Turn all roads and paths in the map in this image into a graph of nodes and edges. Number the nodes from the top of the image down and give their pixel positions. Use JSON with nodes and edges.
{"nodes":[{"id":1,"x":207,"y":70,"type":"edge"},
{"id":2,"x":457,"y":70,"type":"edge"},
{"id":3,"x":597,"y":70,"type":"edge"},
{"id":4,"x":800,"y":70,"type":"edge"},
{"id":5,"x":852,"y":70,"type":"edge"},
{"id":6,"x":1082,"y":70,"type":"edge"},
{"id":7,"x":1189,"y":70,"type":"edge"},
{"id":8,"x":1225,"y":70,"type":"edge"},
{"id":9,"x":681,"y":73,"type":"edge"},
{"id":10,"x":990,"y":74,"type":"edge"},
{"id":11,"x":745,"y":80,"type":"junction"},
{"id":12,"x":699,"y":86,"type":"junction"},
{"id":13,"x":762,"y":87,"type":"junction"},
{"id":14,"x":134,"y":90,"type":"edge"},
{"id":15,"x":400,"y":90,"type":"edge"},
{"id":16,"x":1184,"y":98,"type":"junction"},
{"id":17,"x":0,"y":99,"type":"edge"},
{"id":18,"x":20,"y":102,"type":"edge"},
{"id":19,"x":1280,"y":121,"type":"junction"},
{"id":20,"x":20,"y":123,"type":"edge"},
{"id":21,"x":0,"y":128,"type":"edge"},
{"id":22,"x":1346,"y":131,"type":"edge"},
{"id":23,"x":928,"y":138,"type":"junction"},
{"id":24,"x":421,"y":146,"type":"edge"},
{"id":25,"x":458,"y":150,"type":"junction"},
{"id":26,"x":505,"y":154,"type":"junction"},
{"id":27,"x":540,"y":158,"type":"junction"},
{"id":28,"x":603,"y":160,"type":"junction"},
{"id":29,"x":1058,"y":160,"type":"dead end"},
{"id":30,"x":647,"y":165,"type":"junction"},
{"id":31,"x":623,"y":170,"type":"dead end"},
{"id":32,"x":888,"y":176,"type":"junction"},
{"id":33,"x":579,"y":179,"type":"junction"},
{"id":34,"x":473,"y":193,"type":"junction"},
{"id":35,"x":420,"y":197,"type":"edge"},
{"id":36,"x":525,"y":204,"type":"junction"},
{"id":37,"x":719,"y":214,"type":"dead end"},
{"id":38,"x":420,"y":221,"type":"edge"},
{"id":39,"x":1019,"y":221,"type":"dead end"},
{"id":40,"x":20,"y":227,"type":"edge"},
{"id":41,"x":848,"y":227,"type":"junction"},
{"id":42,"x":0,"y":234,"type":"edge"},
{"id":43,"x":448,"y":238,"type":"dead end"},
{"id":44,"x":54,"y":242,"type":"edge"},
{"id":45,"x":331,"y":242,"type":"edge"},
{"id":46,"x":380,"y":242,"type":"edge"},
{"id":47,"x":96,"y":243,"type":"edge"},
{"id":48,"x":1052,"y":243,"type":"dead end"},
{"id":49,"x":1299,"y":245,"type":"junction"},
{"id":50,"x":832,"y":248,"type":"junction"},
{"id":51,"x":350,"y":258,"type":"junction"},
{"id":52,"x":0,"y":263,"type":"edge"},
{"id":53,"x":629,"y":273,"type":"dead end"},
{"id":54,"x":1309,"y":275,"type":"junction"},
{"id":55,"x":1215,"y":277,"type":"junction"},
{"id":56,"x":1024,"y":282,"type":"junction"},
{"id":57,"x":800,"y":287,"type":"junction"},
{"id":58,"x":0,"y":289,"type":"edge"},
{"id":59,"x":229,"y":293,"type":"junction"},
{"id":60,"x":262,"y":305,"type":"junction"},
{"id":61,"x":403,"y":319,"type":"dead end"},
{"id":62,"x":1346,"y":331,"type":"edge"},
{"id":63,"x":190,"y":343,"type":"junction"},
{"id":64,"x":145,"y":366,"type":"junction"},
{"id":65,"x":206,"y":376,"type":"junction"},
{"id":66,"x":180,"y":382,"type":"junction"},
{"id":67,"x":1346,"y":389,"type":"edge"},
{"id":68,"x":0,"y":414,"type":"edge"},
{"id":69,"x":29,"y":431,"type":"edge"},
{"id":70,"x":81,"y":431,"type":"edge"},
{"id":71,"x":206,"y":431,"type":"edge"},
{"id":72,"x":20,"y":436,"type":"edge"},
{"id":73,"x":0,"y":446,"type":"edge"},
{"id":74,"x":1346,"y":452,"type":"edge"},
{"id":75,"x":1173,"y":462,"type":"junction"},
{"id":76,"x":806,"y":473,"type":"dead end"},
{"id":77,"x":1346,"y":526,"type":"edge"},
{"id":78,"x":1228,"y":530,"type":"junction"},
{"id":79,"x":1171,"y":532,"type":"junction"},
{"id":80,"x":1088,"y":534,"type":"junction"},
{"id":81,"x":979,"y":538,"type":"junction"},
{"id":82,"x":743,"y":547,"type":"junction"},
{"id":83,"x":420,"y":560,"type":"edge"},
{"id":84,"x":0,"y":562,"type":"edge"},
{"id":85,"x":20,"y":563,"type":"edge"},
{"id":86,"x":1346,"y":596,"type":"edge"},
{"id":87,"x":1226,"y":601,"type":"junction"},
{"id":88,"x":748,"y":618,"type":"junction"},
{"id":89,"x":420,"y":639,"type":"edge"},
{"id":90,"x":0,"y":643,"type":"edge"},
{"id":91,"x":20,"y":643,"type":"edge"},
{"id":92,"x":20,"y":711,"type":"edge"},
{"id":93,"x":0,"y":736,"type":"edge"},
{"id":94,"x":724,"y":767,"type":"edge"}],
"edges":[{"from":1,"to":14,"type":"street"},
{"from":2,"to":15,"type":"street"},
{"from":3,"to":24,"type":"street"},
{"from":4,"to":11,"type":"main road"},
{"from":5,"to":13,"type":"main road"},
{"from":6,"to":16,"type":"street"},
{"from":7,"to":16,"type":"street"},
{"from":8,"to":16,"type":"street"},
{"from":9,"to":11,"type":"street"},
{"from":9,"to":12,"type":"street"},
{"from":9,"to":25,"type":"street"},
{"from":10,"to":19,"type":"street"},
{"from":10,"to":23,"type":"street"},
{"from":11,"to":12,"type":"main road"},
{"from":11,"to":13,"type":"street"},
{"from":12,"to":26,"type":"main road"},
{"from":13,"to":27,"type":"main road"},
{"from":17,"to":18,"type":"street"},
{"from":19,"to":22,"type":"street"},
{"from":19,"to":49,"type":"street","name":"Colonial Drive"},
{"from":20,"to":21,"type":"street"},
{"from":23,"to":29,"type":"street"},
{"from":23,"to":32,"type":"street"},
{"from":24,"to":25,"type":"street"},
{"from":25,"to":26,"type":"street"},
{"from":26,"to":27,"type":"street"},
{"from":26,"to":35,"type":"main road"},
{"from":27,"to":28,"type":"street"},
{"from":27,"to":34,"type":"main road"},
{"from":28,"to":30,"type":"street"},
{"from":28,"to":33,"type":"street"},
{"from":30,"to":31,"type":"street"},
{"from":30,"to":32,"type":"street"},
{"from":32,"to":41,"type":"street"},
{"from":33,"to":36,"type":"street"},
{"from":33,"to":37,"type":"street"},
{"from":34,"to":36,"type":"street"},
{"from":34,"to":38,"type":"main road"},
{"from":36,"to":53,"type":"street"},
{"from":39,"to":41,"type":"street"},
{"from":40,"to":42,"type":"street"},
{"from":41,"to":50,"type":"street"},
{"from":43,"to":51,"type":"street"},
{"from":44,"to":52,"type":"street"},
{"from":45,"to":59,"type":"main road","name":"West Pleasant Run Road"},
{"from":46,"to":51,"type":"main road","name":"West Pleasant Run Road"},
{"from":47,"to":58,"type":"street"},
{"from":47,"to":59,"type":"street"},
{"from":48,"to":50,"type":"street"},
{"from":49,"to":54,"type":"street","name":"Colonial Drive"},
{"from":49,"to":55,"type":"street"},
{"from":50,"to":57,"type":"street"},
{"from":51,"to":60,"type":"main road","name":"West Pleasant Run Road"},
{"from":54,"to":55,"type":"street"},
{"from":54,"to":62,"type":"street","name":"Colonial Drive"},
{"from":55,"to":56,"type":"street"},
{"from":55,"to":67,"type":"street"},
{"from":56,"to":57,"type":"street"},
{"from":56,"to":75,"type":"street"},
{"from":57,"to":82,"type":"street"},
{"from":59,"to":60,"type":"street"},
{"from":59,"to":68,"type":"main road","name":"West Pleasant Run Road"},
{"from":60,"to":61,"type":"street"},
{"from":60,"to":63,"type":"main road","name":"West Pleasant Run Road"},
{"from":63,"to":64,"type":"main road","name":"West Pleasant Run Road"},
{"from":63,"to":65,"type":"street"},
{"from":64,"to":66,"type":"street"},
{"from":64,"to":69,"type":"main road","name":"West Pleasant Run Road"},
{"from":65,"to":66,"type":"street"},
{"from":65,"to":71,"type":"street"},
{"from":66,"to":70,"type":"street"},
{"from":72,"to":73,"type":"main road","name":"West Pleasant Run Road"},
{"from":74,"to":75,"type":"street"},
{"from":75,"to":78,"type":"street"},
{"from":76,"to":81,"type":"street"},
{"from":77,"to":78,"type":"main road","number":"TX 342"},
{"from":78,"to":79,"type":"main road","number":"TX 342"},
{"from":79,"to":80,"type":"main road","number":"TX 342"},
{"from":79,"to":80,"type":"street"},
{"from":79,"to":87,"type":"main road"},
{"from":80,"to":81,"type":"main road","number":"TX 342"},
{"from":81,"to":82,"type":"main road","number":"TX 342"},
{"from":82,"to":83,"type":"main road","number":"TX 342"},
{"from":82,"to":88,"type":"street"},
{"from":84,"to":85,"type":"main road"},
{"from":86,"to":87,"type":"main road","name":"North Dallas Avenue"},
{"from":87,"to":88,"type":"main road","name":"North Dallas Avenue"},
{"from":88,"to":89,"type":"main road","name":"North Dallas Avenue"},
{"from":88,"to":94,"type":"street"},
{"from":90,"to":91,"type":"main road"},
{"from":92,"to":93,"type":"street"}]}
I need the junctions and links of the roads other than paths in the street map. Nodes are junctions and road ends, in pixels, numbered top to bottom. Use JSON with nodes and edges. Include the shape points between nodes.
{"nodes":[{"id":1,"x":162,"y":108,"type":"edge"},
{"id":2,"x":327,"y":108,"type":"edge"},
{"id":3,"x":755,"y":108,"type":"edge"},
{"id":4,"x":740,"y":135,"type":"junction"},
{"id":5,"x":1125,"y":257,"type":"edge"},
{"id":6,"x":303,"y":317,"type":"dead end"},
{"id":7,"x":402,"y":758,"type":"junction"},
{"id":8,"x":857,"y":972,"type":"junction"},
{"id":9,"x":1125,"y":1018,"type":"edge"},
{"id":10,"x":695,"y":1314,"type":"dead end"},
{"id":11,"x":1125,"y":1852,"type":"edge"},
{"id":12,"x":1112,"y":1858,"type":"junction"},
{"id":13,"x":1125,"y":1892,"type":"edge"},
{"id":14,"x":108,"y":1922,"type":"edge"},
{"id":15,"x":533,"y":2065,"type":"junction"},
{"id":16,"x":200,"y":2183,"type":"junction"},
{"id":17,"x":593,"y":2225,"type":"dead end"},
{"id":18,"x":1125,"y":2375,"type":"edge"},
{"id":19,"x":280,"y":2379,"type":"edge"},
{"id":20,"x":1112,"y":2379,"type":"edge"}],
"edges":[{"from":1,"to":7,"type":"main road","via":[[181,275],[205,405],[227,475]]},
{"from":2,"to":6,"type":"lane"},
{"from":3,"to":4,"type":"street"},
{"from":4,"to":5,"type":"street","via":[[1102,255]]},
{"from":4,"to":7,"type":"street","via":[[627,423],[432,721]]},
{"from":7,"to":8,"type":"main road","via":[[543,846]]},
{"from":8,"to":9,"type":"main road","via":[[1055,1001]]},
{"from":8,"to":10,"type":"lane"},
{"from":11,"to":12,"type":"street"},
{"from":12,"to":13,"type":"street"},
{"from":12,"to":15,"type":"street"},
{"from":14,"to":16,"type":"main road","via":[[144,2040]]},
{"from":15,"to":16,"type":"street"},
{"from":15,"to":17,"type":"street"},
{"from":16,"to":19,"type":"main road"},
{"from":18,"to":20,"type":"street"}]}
################
Work item. Copy each line of the records above that carries the word "Avenue".

The answer.
{"from":86,"to":87,"type":"main road","name":"North Dallas Avenue"},
{"from":87,"to":88,"type":"main road","name":"North Dallas Avenue"},
{"from":88,"to":89,"type":"main road","name":"North Dallas Avenue"},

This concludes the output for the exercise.